- _TASK DESCRIPTION_
Determine how many lines in the entries below hold "aria". Respond with that number only.
(SOURCE DATA begins)
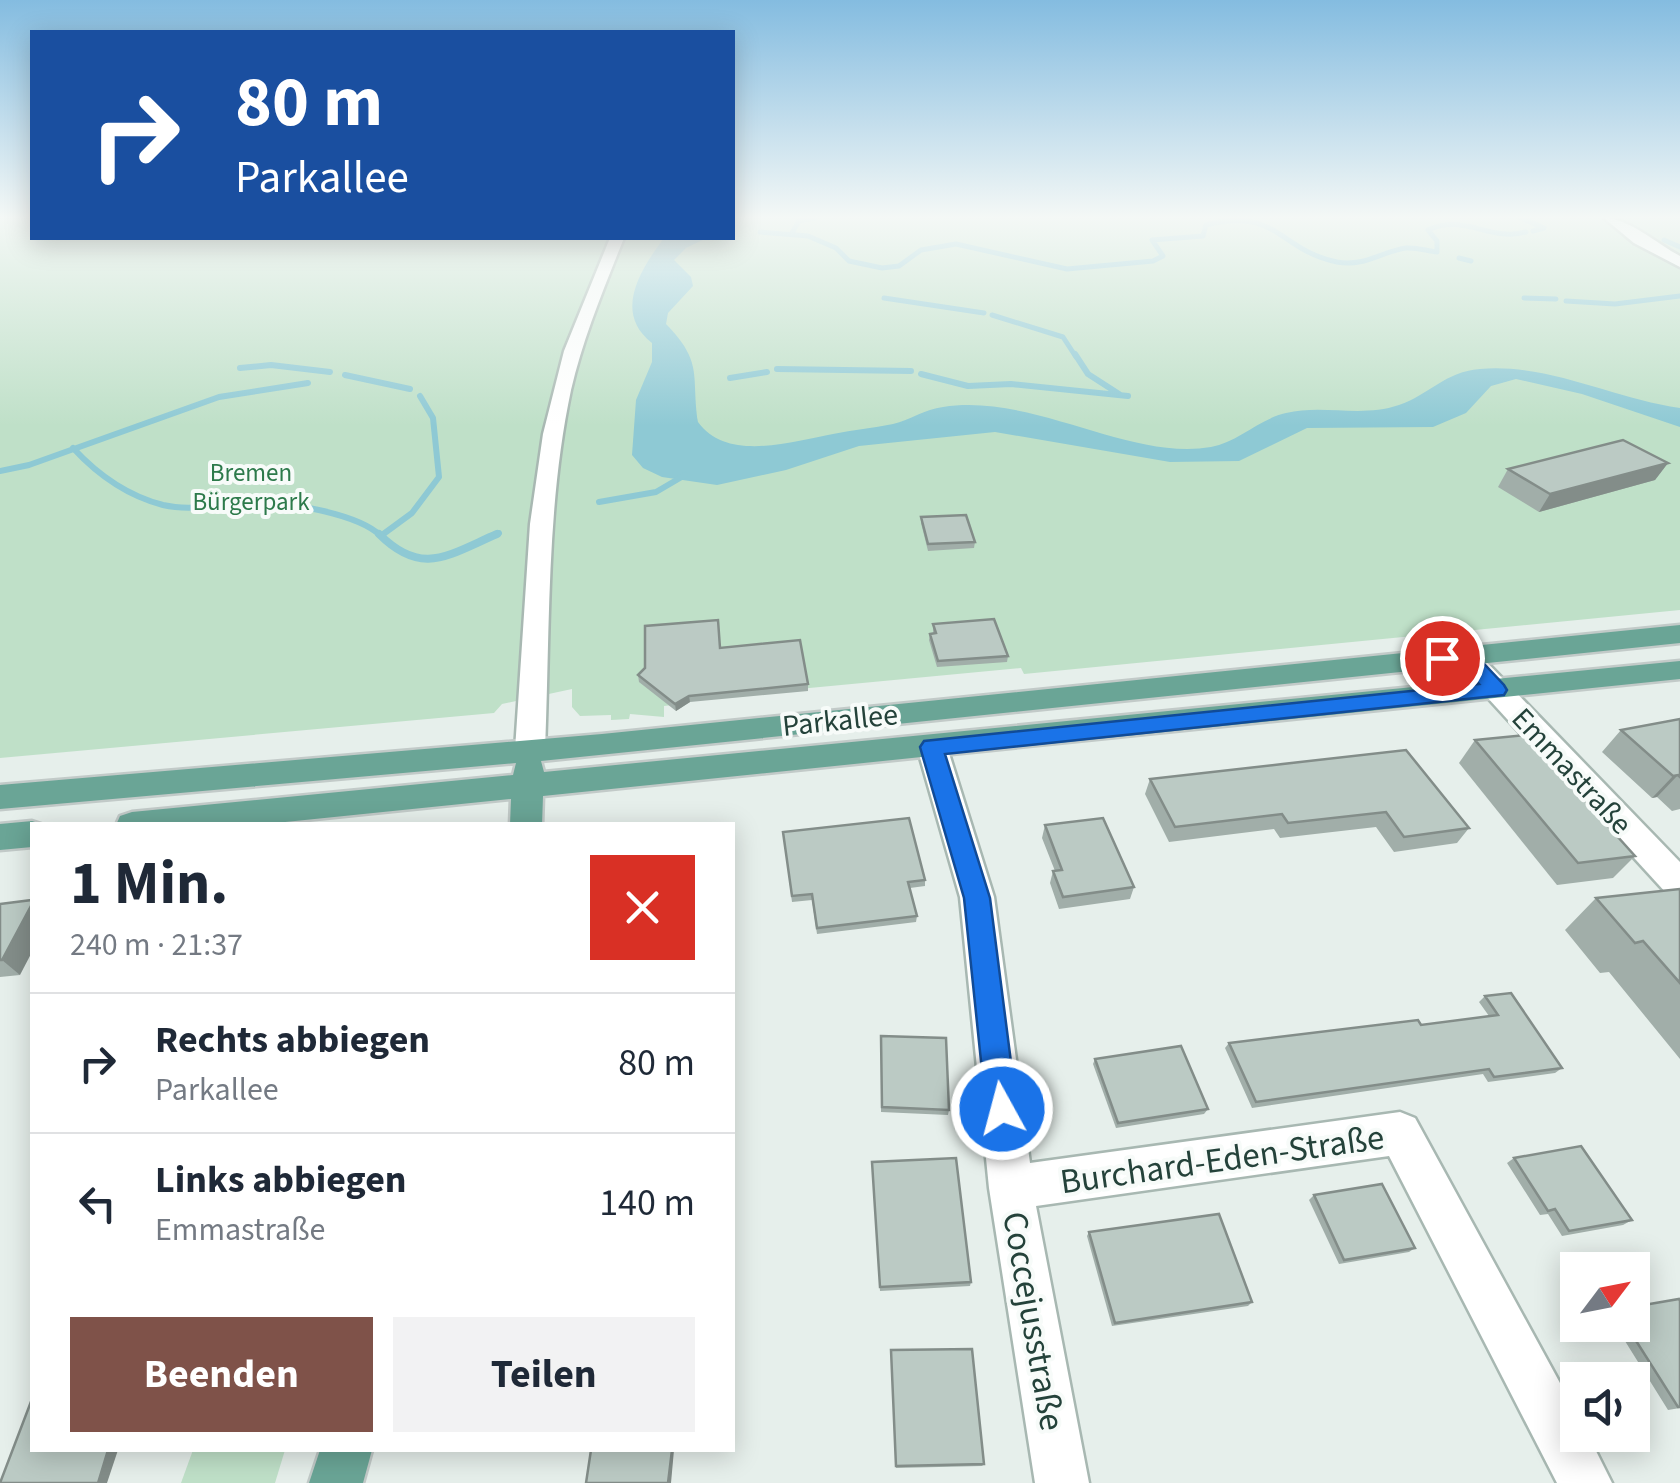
<!DOCTYPE html>
<html lang="de">
<head>
<meta charset="utf-8">
<style>
  :root { --surface:#fff; --page:#f2f2f3; --text:#1f2937; --muted:#747a83; --line:#e0e1e3; --accent:#7f5249 }
  body { margin:0; font-family:"Source Sans 3",sans-serif; background:var(--page); color:var(--text); height:100vh; display:flex; flex-direction:column; font-size:38px; white-space:nowrap }
  * { box-sizing:border-box; margin:0 }
  p { font-size:32px; color:var(--muted) }
  .icon { flex:none; width:55px; height:55px; fill:none; stroke:currentColor; stroke-width:2; stroke-linecap:round; stroke-linejoin:round }
  .map { position:relative; flex:1; overflow:hidden }
  .side { position:absolute; left:30px; top:822px; width:705px; height:630px; display:flex; flex-direction:column; background:var(--surface); border-radius:0px; box-shadow:0 5px 25px #0003 }
  .side>* { flex:none }
  .guide { position:absolute; left:30px; top:30px; width:705px; height:210px; border-radius:0px; box-shadow:0 5px 25px #0003; background:#1a4fa0; color:#fff; overflow:hidden }
  .needle { width:65px; rotate:58deg }
  .tools { position:absolute; left:1560px; top:1252px; display:grid; gap:20px }
  .tools a { display:grid; place-items:center; width:90px; height:90px; border-radius:0px; background:var(--surface); box-shadow:0 5px 25px #0003; font-size:50px }
  .pin { position:absolute; display:grid; place-items:center; width:85px; height:85px; color:#fff; margin:-42px; border:5px solid #fff; border-radius:50%; box-shadow:0 2px 10px #0007 }
  .me { position:absolute; width:110px; margin:-55px; rotate:353deg; stroke-linejoin:round; filter:drop-shadow(0 0 8px #0008) }
  .turn { display:flex; align-items:center; gap:35px; height:210px; padding:0 40px; font-size:45px }
  .turn .icon { width:130px; height:130px; stroke-width:2.5 }
  .turn b { display:block; font-size:70px; line-height:85px }
  .round { display:grid; place-items:center; flex:none; width:105px; height:105px; border-radius:0px; background:var(--page) }
  .head { display:flex; align-items:center; justify-content:space-between; height:170px; padding:0 40px }
  h1 { font-size:60px; font-weight:700; line-height:75px }
  .cta { display:flex; gap:20px; margin-top:auto; padding:20px 40px }
  .cta a { flex:1; height:115px; border-radius:0px; background:var(--accent); color:#fff; font-size:40px; font-weight:700; line-height:115px; text-align:center }
  .cta a+a { background:var(--page); color:var(--text) }
  ul { padding:0; list-style:none }
  li { display:flex; align-items:center; gap:30px; height:140px; padding:0 40px; border-top:2px solid var(--line) }
  li div { flex:1 }
  li b { display:block; font-size:38px }
  li em { font-style:normal }
  .map>svg:first-child { display:block }
  .green { fill:#bfe0c8 }
  .water { fill:#8ec9d4 }
  .lines { fill:none; stroke-linecap:round; stroke-linejoin:round }
  .stream-far2 { stroke:#8ec9d4; stroke-width:5 }
  .stream-far1 { stroke:#8ec9d4; stroke-width:6 }
  .stream { stroke:#8ec9d4; stroke-width:8 }
  .minor-casing { stroke:#a8b8b2; stroke-width:5 }
  .major-casing { stroke:#c2cac8; stroke-width:5 }
  .minor { fill:#fff; fill-rule:evenodd }
  .major { fill:#6aa596; fill-rule:evenodd }
  .wall { fill:#a1aea9 }
  .shaded-wall { fill:#838d89 }
  .building { fill:#bbcac4; stroke:#838d89; stroke-width:2.5 }
  .route { fill:#1a73e8; stroke:#114b97; stroke-width:2.5 }
  .labels { text-anchor:middle; stroke-width:8; stroke-linejoin:round; paint-order:stroke }
  .far-park-label { font-size:25px; fill:#2d7a4b; stroke:#f7fbf9 }
  .street-label { font-size:30px; fill:#24423a; stroke:#f7fbf9 }
  .near-street-label { font-size:35px; fill:#24423a; stroke:#f7fbf9 }
</style>
</head>
<body>
<div class="map">
<svg width="1680" height="1483" viewBox="0 0 1680 1483">
  <rect width="100%" height="100%" fill="#e6efeb"/>
  <!-- green -->
  <g class="green">
    <polygon points="0,218 32,218 32,238 732,238 733,218 1680,218 1680,610 1024,674 1021,668 682,700 681,704 664,706 664,717 630,714 629,719 611,720 611,715 580,716 572,707 572,689 502,704 494,713 0,758"/>
    <polygon points="193,1450 285,1450 275,1483 181,1483"/>
  </g>
  <!-- water -->
  <path class="water" d="M664,238H707L686,248L674,260L691,277L693,286L668,313L666,324C704,363 691,375 698,422C727,463 794,441 833,434C853,430 873,428 893,424C910,420 925,409 943,407C1034,393 1128,461 1211,447C1238,442 1259,419 1286,413C1323,404 1361,418 1399,405C1429,395 1444,372 1480,369C1549,363 1614,399 1680,408V427L1582,394L1516,379L1491,386L1466,413L1433,427L1307,428L1239,461L1170,462L995,432L859,446L786,470L717,485L662,477L643,468L632,455L636,400L652,362V343C613,313 640,270 664,238Z"/>
  <g class="lines">
    <!-- stream-far2 -->
    <g class="stream-far2">
      <polyline points="1521,218 1544,228 1533,231"/>
      <path d="M760,232L808,236L836,248L849,261L882,268L899,266L921,250L956,244L1067,269L1153,261L1163,256L1152,240L1203,236L1206,225C1279,207 1278,250 1337,262C1365,267 1380,252 1406,248C1416,247 1427,251 1437,252V241L1428,230C1463,213 1491,242 1526,232"/>
      <polyline points="792,233 799,221 814,218"/>
      <polyline points="1664,240 1680,247"/>
      <polyline points="1459,258 1471,261"/>
      <polyline points="884,298 984,313"/>
      <polyline points="1524,298 1556,299"/>
      <polyline points="1566,301 1615,304 1680,296"/>
      <polyline points="992,315 1063,337 1076,357"/>
    </g>
    <!-- stream-far1 -->
    <g class="stream-far1">
      <polyline points="1075,354 1088,374 1119,394"/>
      <polyline points="240,368 271,365 330,372"/>
      <polyline points="777,369 911,371"/>
      <polyline points="921,374 968,386 1011,384 1128,396"/>
      <polyline points="345,375 410,389"/>
      <polyline points="730,378 767,372"/>
      <path d="M73,448C97,474 128,496 163,505C193,512 226,503 256,502C288,502 359,514 381,536"/>
      <polyline points="0,471 29,465 219,397 308,383"/>
      <polyline points="599,502 656,492 685,475"/>
      <polyline points="382,535 412,513 439,477 433,418 420,396"/>
      <polyline points="491,536 499,533"/>
    </g>
    <!-- stream -->
    <path class="stream" d="M379,534C422,577 448,555 497,534"/>
    <defs>
      <g id="minor">
        <path d="M1604,218C1629,218 1657,244 1680,256V267L1634,243Z"/>
        <path d="M610,238H624C604,288 583,338 571,390C546,508 550,630 545,750L541,758L530,761L519,758L515,750L530,524L543,434L564,351Z"/>
        <polygon points="1465,647 1475,650 1680,862 1680,899 1668,895 1455,662 1451,656 1455,650"/>
        <polygon points="932,736 943,739 947,747 994,897 1030,1163 1400,1112 1415,1118 1578,1416 1578,1435 1588,1435 1612,1483 1557,1483 1389,1156 1036,1206 1089,1483 1035,1483 989,1188 960,897 917,747 921,739"/>
      </g>
      <g id="major">
        <polygon points="1680,625 1680,643 541,761 544,772 1680,661 1680,679 543,796 542,825 510,825 511,799 256,825 116,825 120,816 132,812 513,775 516,763 0,809 0,785 602,734"/>
        <polygon points="32,821 44,825 32,825 32,847 0,850 0,824"/>
        <polygon points="320,1450 372,1450 363,1483 309,1483"/>
      </g>
    </defs>
    <!-- minor casing -->
    <use href="#minor" class="minor-casing"/>
    <!-- major casing -->
    <use href="#major" class="major-casing"/>
    <!-- minor -->
    <use href="#minor" class="minor"/>
    <!-- major -->
    <use href="#major" class="major"/>
  </g>
  <!-- wall -->
  <g class="wall">
    <polygon points="1668,463 1655,480 1539,512 1498,487 1508,469"/>
    <polygon points="921,517 975,542 974,548 928,551 921,523"/>
    <polygon points="933,624 1008,656 1007,662 937,667 929,640 930,634 933,634"/>
    <polygon points="721,648 808,684 808,691 690,702 676,711 639,682 638,675"/>
    <polygon points="1680,719 1680,809 1672,811 1657,797 1652,798 1602,752 1621,730"/>
    <polygon points="1475,740 1635,856 1613,878 1557,885 1459,763"/>
    <polygon points="1406,750 1469,828 1457,843 1394,852 1376,827 1280,838 1274,829 1169,842 1145,794 1150,779"/>
    <polygon points="1045,825 1134,887 1130,899 1059,909 1050,883 1053,871 1055,871 1042,838"/>
    <polygon points="783,832 925,880 925,886 910,888 917,916 916,922 817,934 812,900 792,902"/>
    <polygon points="1680,889 1680,1059 1609,972 1600,973 1565,930 1596,898"/>
    <polygon points="0,904 20,975 0,977"/>
    <polygon points="1485,996 1562,1068 1555,1073 1488,1082 1483,1074 1252,1108 1225,1048 1229,1043 1421,1025 1489,1016 1479,1002"/>
    <polygon points="881,1036 949,1110 948,1115 881,1112"/>
    <polygon points="1095,1059 1208,1109 1204,1114 1116,1128 1093,1064"/>
    <polygon points="1514,1158 1632,1220 1623,1225 1562,1236 1548,1214 1540,1215 1507,1163"/>
    <polygon points="872,1167 971,1282 970,1286 880,1291"/>
    <polygon points="1314,1195 1415,1248 1409,1252 1339,1264 1309,1200"/>
    <polygon points="1089,1232 1252,1302 1248,1306 1112,1326 1087,1236"/>
    <polygon points="1680,1301 1680,1408 1668,1410 1615,1325 1632,1325"/>
    <polygon points="891,1350 984,1464 982,1466 896,1468"/>
  </g>
  <!-- shaded-wall -->
  <g class="shaded-wall">
    <polygon points="1668,463 1655,480 1539,512 1550,494"/>
    <polygon points="689,696 690,702 676,711 675,704"/>
    <polygon points="1678,775 1657,797 1652,798 1673,776"/>
    <polygon points="32,904 32,952 20,975 2,960"/>
    <polygon points="108,1450 118,1450 107,1483 98,1483"/>
    <polygon points="672,1450 674,1450 671,1483 668,1483"/>
  </g>
  <!-- building -->
  <g class="building">
    <polygon points="1623,440 1668,463 1550,494 1508,469"/>
    <polygon points="966,515 975,542 928,544 921,517"/>
    <polygon points="994,619 1008,656 938,661 930,634 936,633 933,624"/>
    <polygon points="718,620 720,648 800,640 808,684 689,696 675,704 638,675 645,668 645,626"/>
    <polygon points="1680,719 1680,777 1678,775 1673,776 1621,730"/>
    <polygon points="1526,735 1635,856 1578,863 1475,740"/>
    <polygon points="1406,750 1469,828 1404,837 1386,812 1288,823 1282,814 1175,827 1150,779"/>
    <polygon points="909,818 925,880 908,882 917,916 817,928 812,894 792,896 783,832"/>
    <polygon points="1103,818 1134,887 1063,897 1053,871 1062,870 1045,825"/>
    <polygon points="1680,889 1680,983 1643,941 1635,943 1596,898"/>
    <polygon points="32,900 32,904 2,960 0,960 0,904"/>
    <polygon points="1511,993 1562,1068 1494,1077 1489,1069 1256,1102 1229,1043 1418,1020 1421,1025 1498,1015 1485,996"/>
    <polygon points="881,1036 946,1038 949,1110 882,1107"/>
    <polygon points="1181,1046 1208,1109 1118,1123 1095,1059"/>
    <polygon points="1581,1146 1632,1220 1569,1231 1555,1209 1548,1211 1514,1158"/>
    <polygon points="956,1158 971,1282 880,1287 872,1162"/>
    <polygon points="1382,1184 1415,1248 1344,1260 1314,1195"/>
    <polygon points="1219,1214 1252,1302 1115,1323 1089,1232"/>
    <polygon points="1679,1299 1680,1301 1680,1407 1678,1407 1626,1325 1632,1325 1632,1307"/>
    <polygon points="972,1349 984,1464 896,1466 891,1350"/>
    <polygon points="32,1399 32,1450 108,1450 98,1483 0,1483"/>
    <polygon points="591,1450 672,1450 668,1483 586,1483"/>
  </g>
  <!-- sky -->
  <linearGradient id="sky" x2="0" y2="1"><stop stop-color="#84bce0"/><stop offset="0.51" stop-color="#f4f8f6"/><stop offset="1" stop-color="#f4f8f6" stop-opacity="0"/></linearGradient>
  <rect width="1680" height="426" fill="url(#sky)"/>
  <!-- route -->
  <polygon class="route" points="1465,649 1472,651 1504,685 1507,690 1504,695 945,754 990,898 1017,1109 1013,1120 1002,1124 990,1120 986,1109 964,898 920,747 924,741 1479,684 1460,664 1442,665 1432,658 1442,652"/>
  <g class="labels">
    <!-- far-park labels -->
    <g class="far-park-label">
      <text x="251" y="481">Bremen<tspan x="251" dy="29">Bürgerpark</tspan></text>
    </g>
    <!-- street labels -->
    <g class="street-label">
      <text transform="translate(840 720) rotate(-6)" y="10">Parkallee</text>
      <text transform="translate(1572 771) rotate(47)" y="10">Emmastraße</text>
    </g>
    <!-- near-street labels -->
    <g class="near-street-label">
      <text transform="translate(1222 1159) rotate(-8)" y="12">Burchard-Eden-Straße</text>
      <text transform="translate(1034 1321) rotate(80)" y="12">Coccejusstraße</text>
    </g>
  </g>
</svg>
<div class="tools">
<a><svg class="needle" viewBox="-14 -14 28 28"><path d="M0-13l5 13h-10z" fill="#e53935"/><path d="M0 13l5-13h-10z" fill="#747a83"/></svg></a>
<a><svg class="icon" aria-label="sound" viewBox="0 0 24 24"><path d="M4 9h4l5-4v14l-5-4H4zM17 9q2 3 0 6"/></svg></a>
</div>
<div class="pin" style="left:1442px;top:658px;background:#d93025"><svg class="icon" aria-label="arrive" viewBox="0 0 24 24"><path d="M6 21V4h12l-3 4 3 4H6"/></svg></div>
<svg class="me" style="left:1002px;top:1109px" viewBox="-20 -20 40 40"><circle r="17" fill="#1a73e8" stroke="#fff" stroke-width="3"/><path d="M0-11L8 9 0 5-8 9z" fill="#fff"/></svg>
<div class="guide">
<div class="turn"><svg class="icon" aria-label="right" viewBox="0 0 24 24"><path d="M7 20v-9h11M14 6l5 5-5 5"/></svg><div><b>80 m</b>Parkallee</div></div>
</div>
<section class="side">
<div class="head"><div><h1>1 Min.</h1><p>240 m · 21:37</p></div><a class="round" style="background:#d93025;color:#fff"><svg class="icon" aria-label="close" viewBox="0 0 24 24"><path d="M6 6l12 12M18 6L6 18"/></svg></a></div>
<ul>
<li><svg class="icon" aria-label="right" viewBox="0 0 24 24"><path d="M7 20v-9h11M14 6l5 5-5 5"/></svg><div><b>Rechts abbiegen</b><p>Parkallee</p></div><em>80 m</em></li>
<li><svg class="icon" aria-label="left" viewBox="0 0 24 24"><path d="M17 20v-9H6M10 6l-5 5 5 5"/></svg><div><b>Links abbiegen</b><p>Emmastraße</p></div><em>140 m</em></li>
</ul>
<div class="cta"><a>Beenden</a><a>Teilen</a></div>
</section>
</div>
</body>
</html>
(SOURCE DATA ends)
- _YOUR SOLUTION_
6